The journalist (right) became so terrified of her obsessive stalker that she spent thousands of pounds fortifying her home with fences and security cameras before eventually fleeing her home in the small Wiltshire town of Corsham

The journalist (right) became so terrified of her obsessive stalker that she spent thousands of pounds fortifying her home with fences and security cameras before eventually fleeing her home in the small Wiltshire town of Corsham

Traquair said that was when she had enough and took action, contacting the Chief Inspector.

She explained: ‘I was really scared at this point. I’d been shouted and sworn at by the stalker.

‘It felt horrendous. I felt helpless, I felt angry. I didn’t know what to do. It was madness, especially because of what my job is. I help victims of crime.

‘They looked at it as a neighbourhood dispute. But he was taken off my case, and the inspector actually apologised and said, ‘we should be your go-between, that is our job’, and someone else was put on.’

The presenter stayed with friends for a while but eventually ‘ran out of favours’, so she went to live with her brother in the US.

But then she heard the Crown Prosecution Service were dropping her case because it wasn’t a problem anymore.

She wrote to the Wiltshire Chief Inspector and when the case was back on track, she said they refused to grant her request to give a statement by video link.
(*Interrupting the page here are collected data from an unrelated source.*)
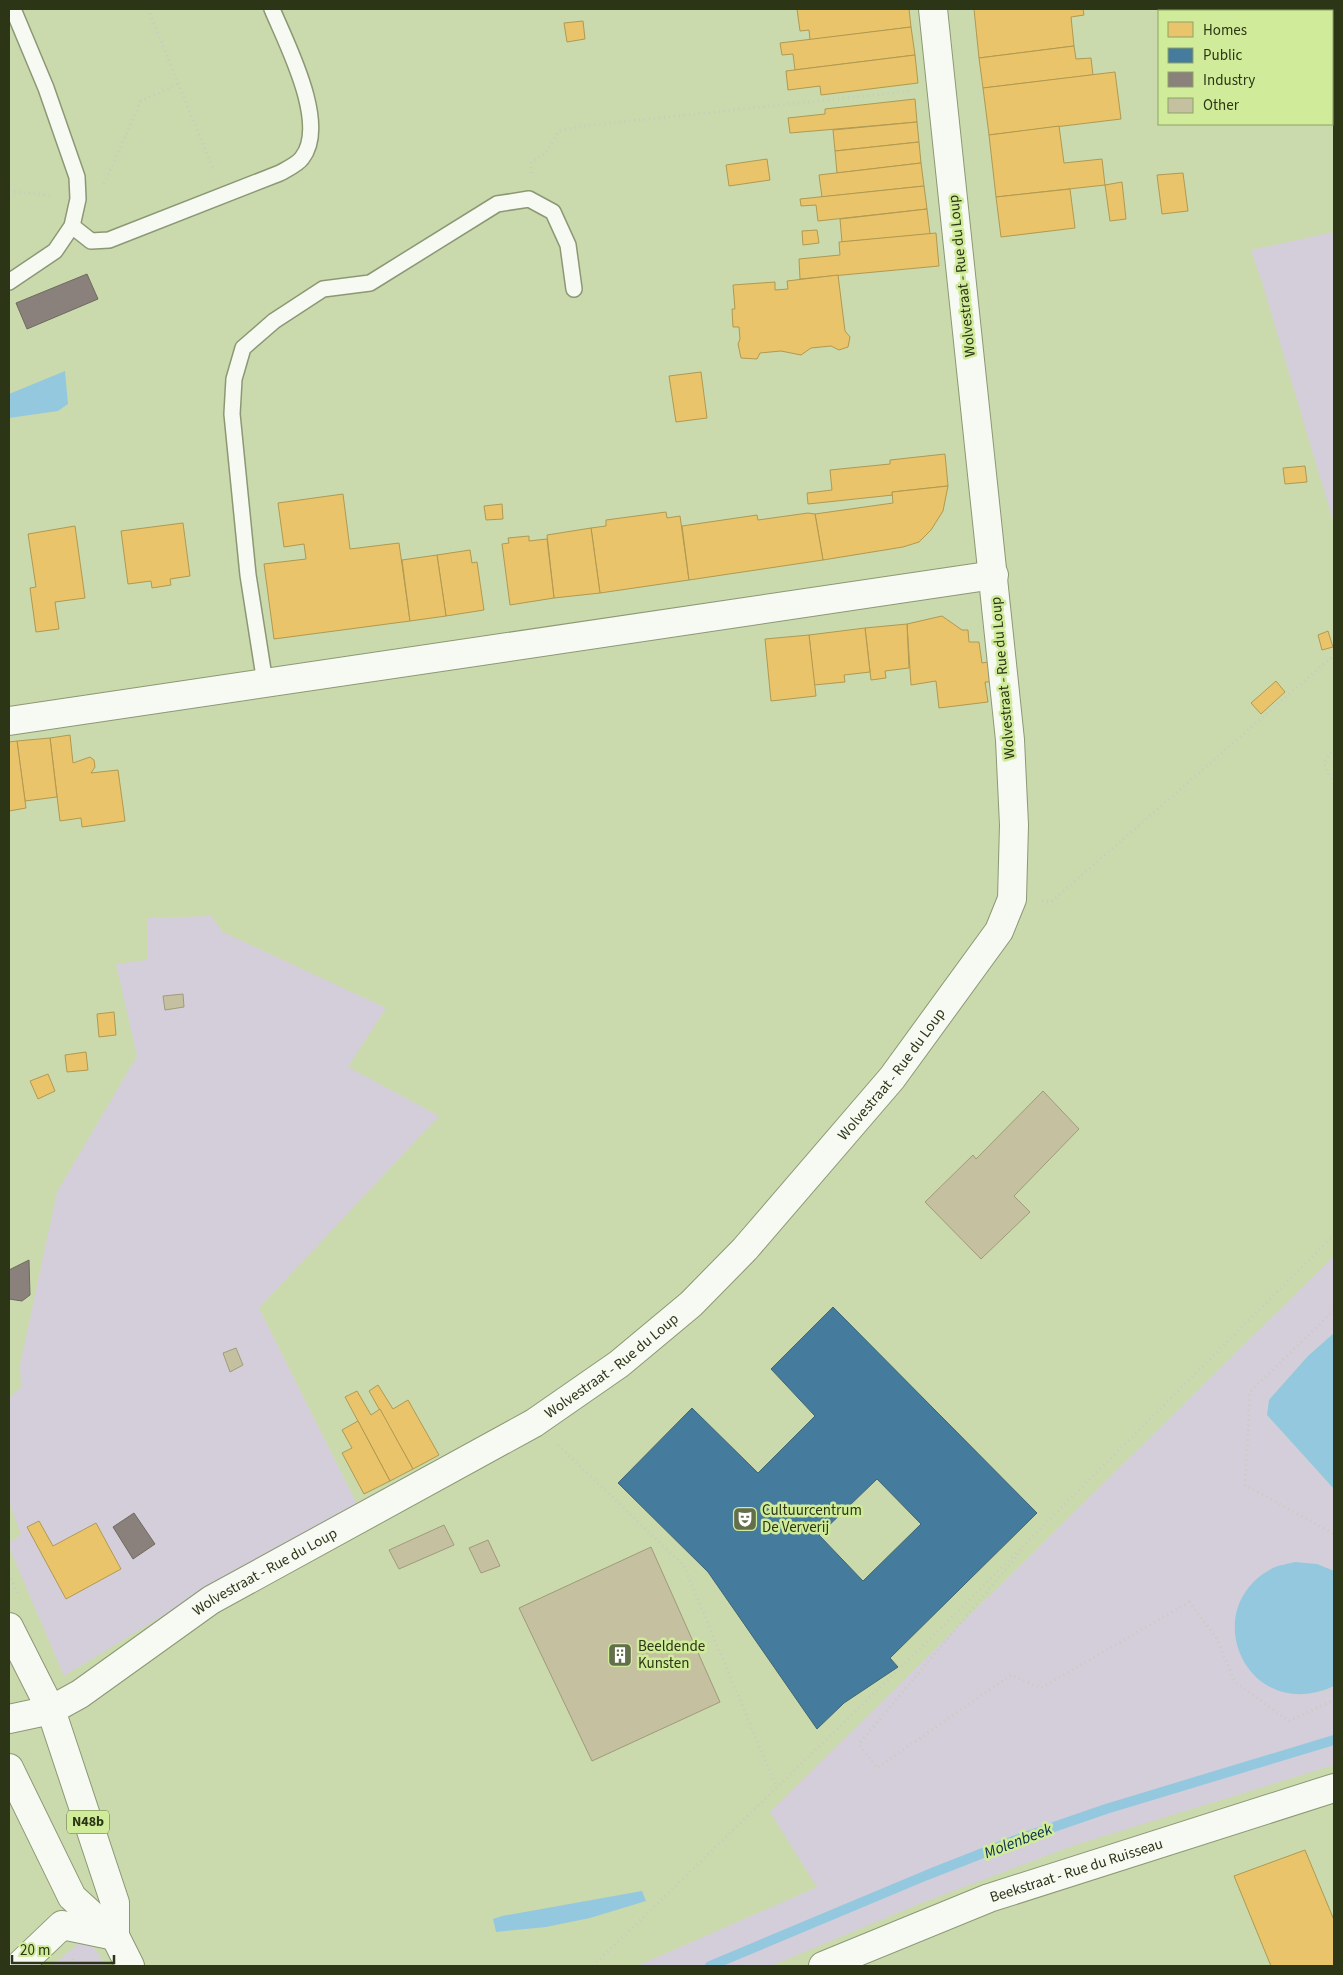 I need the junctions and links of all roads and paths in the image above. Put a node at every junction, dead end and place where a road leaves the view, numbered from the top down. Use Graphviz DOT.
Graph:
graph roads {
  1 [pos="13,9"];
  2 [pos="148,9"];
  3 [pos="272,9"];
  4 [pos="933,9"];
  5 [pos="178,84"];
  6 [pos="942,88"];
  7 [pos="9,191"];
  8 [pos="226,194"];
  9 [pos="78,199"];
  10 [pos="529,199"];
  11 [pos="72,226"];
  12 [pos="9,282"];
  13 [pos="574,289"];
  14 [pos="994,575"];
  15 [pos="1334,655"];
  16 [pos="265,683"];
  17 [pos="9,721"];
  18 [pos="1334,748"];
  19 [pos="1334,784"];
  20 [pos="1012,899"];
  21 [pos="1334,1236"];
  22 [pos="1334,1310"];
  23 [pos="534,1423"];
  24 [pos="1035,1534"];
  25 [pos="1334,1534"];
  26 [pos="9,1627"];
  27 [pos="1334,1700"];
  28 [pos="51,1710"];
  29 [pos="9,1719"];
  30 [pos="9,1768"];
  31 [pos="776,1786"];
  32 [pos="1334,1788"];
  33 [pos="115,1936"];
  34 [pos="19,1966"];
  35 [pos="130,1966"];
  36 [pos="593,1966"];
  37 [pos="823,1966"];
  1 -- 9 [label="lane"];
  2 -- 5 [label="path"];
  3 -- 8 [label="lane"];
  4 -- 6 [label="street, Wolvestraat - Rue du Loup"];
  5 -- 8 [label="path"];
  5 -- 9 [label="path"];
  6 -- 10 [label="path"];
  6 -- 14 [label="street, Wolvestraat - Rue du Loup"];
  7 -- 9 [label="path"];
  8 -- 11 [label="lane"];
  9 -- 11 [label="lane"];
  10 -- 13 [label="lane"];
  10 -- 16 [label="lane"];
  11 -- 12 [label="lane"];
  14 -- 16 [label="street"];
  14 -- 20 [label="street, Wolvestraat - Rue du Loup"];
  15 -- 20 [label="path"];
  16 -- 17 [label="street"];
  18 -- 19 [label="path"];
  20 -- 23 [label="street, Wolvestraat - Rue du Loup"];
  21 -- 24 [label="path"];
  22 -- 25 [label="path"];
  23 -- 28 [label="street, Wolvestraat - Rue du Loup"];
  23 -- 31 [label="path"];
  24 -- 27 [label="path"];
  24 -- 31 [label="path"];
  26 -- 28 [label="street, N48b"];
  28 -- 29 [label="street, Wolvestraat - Rue du Loup"];
  28 -- 33 [label="street, N48b"];
  30 -- 33 [label="street, N48b"];
  31 -- 36 [label="path"];
  32 -- 37 [label="street, Beekstraat - Rue du Ruisseau"];
  33 -- 34 [label="street"];
  33 -- 35 [label="street, N48b"];
}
After paying ‘thousands’ to fly back to the UK, Traquair then said she was mocked for being ‘articulate’.

She continued: ‘I was gaslit during the case, and half of the evidence wasn’t given to the barrister. She actually apologised after and said I had been badly let down.

‘I was gaslit for being articulate. The defence were saying “you’re a journalist, you’re good with words aren’t you?” He was criticising who I was as a person. I wasn’t a good victim.

‘I’m not okay. It has devastated me. I’ve confronted murderers, and that didn’t scare me anywhere near the level of terror I went through living in this idyllic countryside home.

‘I have nightmares, I have PTSD. I’ve been going to therapy. Even going to the shops…I just feel unsafe in the world. It has shaken me to my core.

‘What he stole from me…Stalking victims are serial victims. What a stalker takes from you, you cannot get back. And that’s your sense of safety. I’m a potential victim for the rest of my life because stalkers don’t just stop.’

Ms Traquair, originally from Aberdeen, recently worked on the Oprah Winfrey Network in the US and released a true crime podcast ‘The Storyteller: Violent Delights’.

Speaking to Woman’s Hour in response to Traquair’s interview, Wiltshire Police Deputy Chief Constable Paul Mills said: ‘I am really sorry to hear that. What we are trying to do is improve the response, to try and improve standards.

‘Some of the challenges that have come out from the history of this is officers being able to understand the threats and risk in stalking cases.’